Wednesday, July 08, 2009
Berlin Biennale as a Postmodern Form of Urban Governmentality
At the point where "speed and slowness, decisiveness and waiting, timely action and delay" (Perniola 1995: 18) become mutually integrated, art biennials represent not only a transition towards urban governmentality but also to post-modernity. As sites where new possibilities of capitalist development are born (Lazzarato 2004; Lefebvre 1969), cities play an increasingly important role in the changing landscape of rights, authority and governmentality (Sassen 2006). Not just sites of inclusion and exclusion on an urban level, cities play an increasingly dominant role in the processes of economic, social, political and cultual accumulation.
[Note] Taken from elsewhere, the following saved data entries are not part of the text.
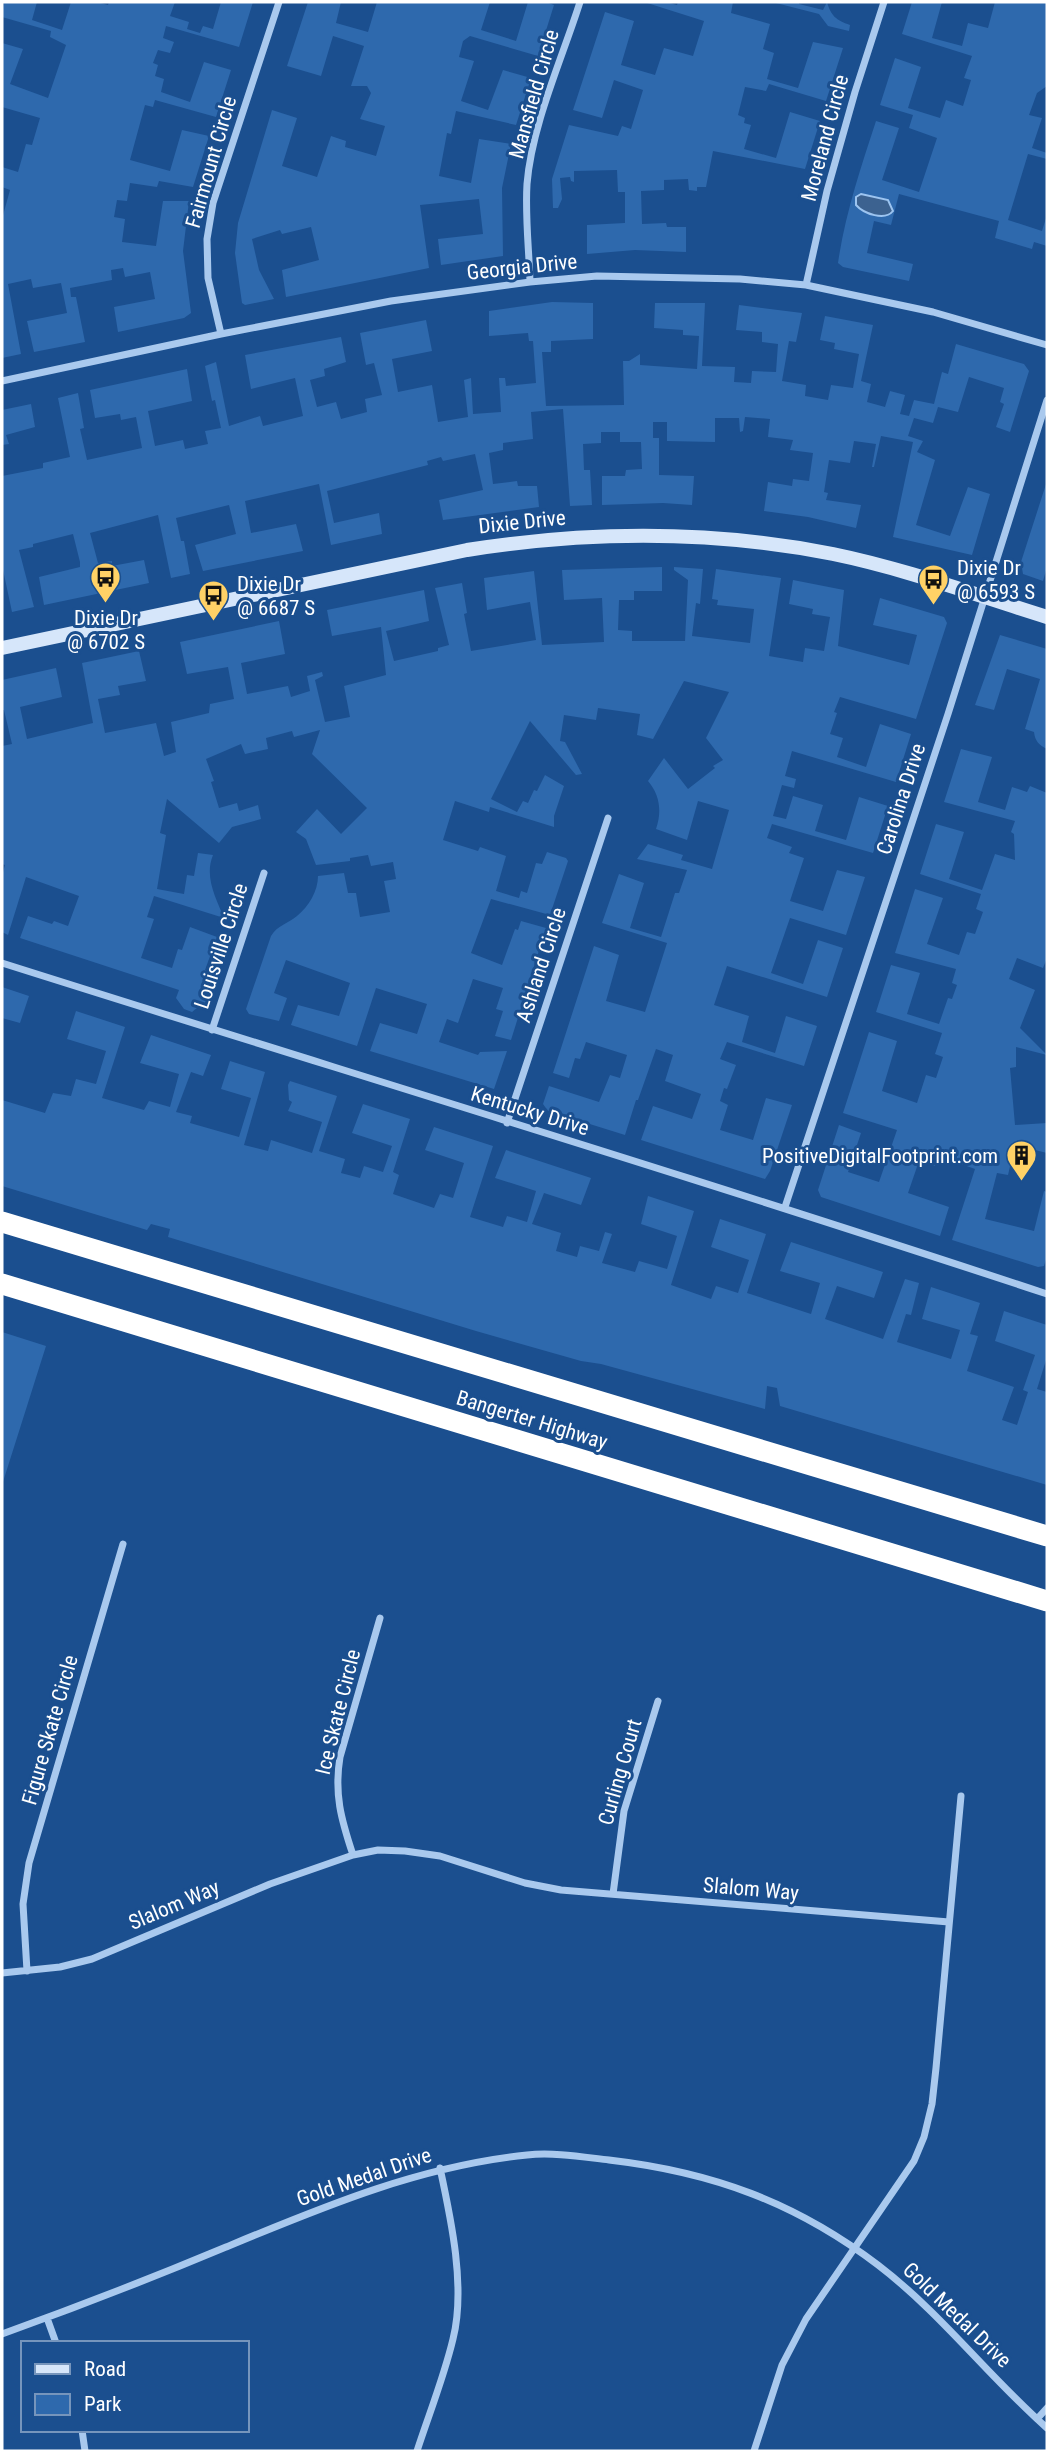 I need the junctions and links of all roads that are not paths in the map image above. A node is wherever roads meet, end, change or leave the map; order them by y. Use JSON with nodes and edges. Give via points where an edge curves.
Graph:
{"nodes":[{"id":1,"x":279,"y":2,"type":"edge"},
{"id":2,"x":580,"y":2,"type":"edge"},
{"id":3,"x":884,"y":2,"type":"edge"},
{"id":4,"x":530,"y":282,"type":"junction"},
{"id":5,"x":806,"y":285,"type":"junction"},
{"id":6,"x":221,"y":334,"type":"junction"},
{"id":7,"x":1047,"y":345,"type":"edge"},
{"id":8,"x":2,"y":382,"type":"edge"},
{"id":9,"x":1047,"y":400,"type":"edge"},
{"id":10,"x":986,"y":596,"type":"junction"},
{"id":11,"x":1047,"y":617,"type":"edge"},
{"id":12,"x":2,"y":648,"type":"edge"},
{"id":13,"x":608,"y":818,"type":"dead end"},
{"id":14,"x":264,"y":873,"type":"dead end"},
{"id":15,"x":2,"y":963,"type":"edge"},
{"id":16,"x":212,"y":1030,"type":"junction"},
{"id":17,"x":507,"y":1123,"type":"junction"},
{"id":18,"x":785,"y":1207,"type":"junction"},
{"id":19,"x":2,"y":1222,"type":"edge"},
{"id":20,"x":2,"y":1284,"type":"edge"},
{"id":21,"x":1047,"y":1294,"type":"edge"},
{"id":22,"x":935,"y":1502,"type":"junction"},
{"id":23,"x":1047,"y":1524,"type":"edge"},
{"id":24,"x":1047,"y":1536,"type":"edge"},
{"id":25,"x":123,"y":1544,"type":"dead end"},
{"id":26,"x":1047,"y":1601,"type":"edge"},
{"id":27,"x":380,"y":1618,"type":"dead end"},
{"id":28,"x":659,"y":1702,"type":"dead end"},
{"id":29,"x":961,"y":1796,"type":"dead end"},
{"id":30,"x":353,"y":1855,"type":"junction"},
{"id":31,"x":612,"y":1895,"type":"junction"},
{"id":32,"x":949,"y":1923,"type":"junction"},
{"id":33,"x":27,"y":1971,"type":"junction"},
{"id":34,"x":2,"y":1973,"type":"edge"},
{"id":35,"x":440,"y":2168,"type":"junction"},
{"id":36,"x":853,"y":2248,"type":"junction"},
{"id":37,"x":47,"y":2318,"type":"junction"},
{"id":38,"x":2,"y":2334,"type":"edge"},
{"id":39,"x":55,"y":2341,"type":"edge"},
{"id":40,"x":1047,"y":2408,"type":"edge"},
{"id":41,"x":1037,"y":2418,"type":"junction"},
{"id":42,"x":1047,"y":2428,"type":"edge"},
{"id":43,"x":82,"y":2432,"type":"edge"},
{"id":44,"x":85,"y":2451,"type":"edge"},
{"id":45,"x":417,"y":2451,"type":"edge"},
{"id":46,"x":754,"y":2451,"type":"edge"}],
"edges":[{"from":1,"to":6,"type":"street","name":"Fairmount Circle","via":[[211,215],[208,278]]},
{"from":2,"to":4,"type":"street","name":"Mansfield Circle","via":[[542,116],[527,183]]},
{"from":3,"to":5,"type":"street","name":"Moreland Circle","via":[[831,176]]},
{"from":4,"to":5,"type":"street","name":"Georgia Drive","via":[[597,276]]},
{"from":4,"to":6,"type":"street","name":"Georgia Drive"},
{"from":5,"to":7,"type":"street","name":"Georgia Drive","via":[[933,312]]},
{"from":6,"to":8,"type":"street","name":"Georgia Drive"},
{"from":9,"to":10,"type":"street","name":"Carolina Drive"},
{"from":10,"to":11,"type":"street","name":"Dixie Drive"},
{"from":10,"to":12,"type":"street","name":"Dixie Drive","via":[[872,563],[795,547],[670,536],[598,536],[467,550]]},
{"from":10,"to":18,"type":"street","name":"Carolina Drive"},
{"from":13,"to":17,"type":"street","name":"Ashland Circle"},
{"from":14,"to":16,"type":"street","name":"Louisville Circle"},
{"from":15,"to":16,"type":"street","name":"Kentucky Drive"},
{"from":16,"to":17,"type":"street","name":"Kentucky Drive"},
{"from":17,"to":18,"type":"street","name":"Kentucky Drive"},
{"from":18,"to":21,"type":"street","name":"Kentucky Drive"},
{"from":19,"to":22,"type":"highway","name":"Bangerter Highway"},
{"from":20,"to":26,"type":"highway","name":"Bangerter Highway"},
{"from":22,"to":23,"type":"highway"},
{"from":22,"to":24,"type":"highway","name":"Bangerter Highway"},
{"from":25,"to":33,"type":"street","name":"Figure Skate Circle","via":[[29,1863],[23,1904]]},
{"from":27,"to":30,"type":"street","name":"Ice Skate Circle","via":[[336,1780]]},
{"from":28,"to":31,"type":"street","name":"Curling Court","via":[[624,1811]]},
{"from":29,"to":32,"type":"street"},
{"from":30,"to":31,"type":"street","name":"Slalom Way","via":[[378,1850],[440,1856],[525,1883]]},
{"from":30,"to":33,"type":"street","name":"Slalom Way","via":[[270,1884],[92,1959]]},
{"from":31,"to":32,"type":"street","name":"Slalom Way"},
{"from":32,"to":36,"type":"street","via":[[932,2104],[924,2137],[900,2183]]},
{"from":33,"to":34,"type":"street","name":"Slalom Way"},
{"from":35,"to":36,"type":"street","name":"Gold Medal Drive","via":[[530,2154],[658,2165],[772,2200]]},
{"from":35,"to":37,"type":"street","name":"Gold Medal Drive","via":[[313,2212]]},
{"from":35,"to":45,"type":"street","via":[[458,2283],[454,2337]]},
{"from":36,"to":41,"type":"street","name":"Gold Medal Drive","via":[[922,2300]]},
{"from":36,"to":46,"type":"street","via":[[782,2365]]},
{"from":37,"to":38,"type":"street","name":"Gold Medal Drive"},
{"from":37,"to":39,"type":"street"},
{"from":40,"to":41,"type":"street"},
{"from":41,"to":42,"type":"street","name":"Gold Medal Drive"},
{"from":43,"to":44,"type":"street"}]}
From these accumulation processes a different form of action arises that takes as its point of departure the late modern experience of reaching limits to accumulation within purely modern parameters (Schulze 2003). Rather than a matter of an agreed upon historical periodization, post-modernity comes into effect through principles of effective action under the contemporary conditions. As "strategic, sharp and pungent" (Perniola 1995: 18) appearance, representation of the "tension of contrary forces" (Perniola 1995: 18), and communication as "the transmission of knowledge and experience" (Perniola 1995: 18) increasingly bear on economic, political, social and cultural accumulation, art biennials become paradigmatic representations of post-modernity on the urban level.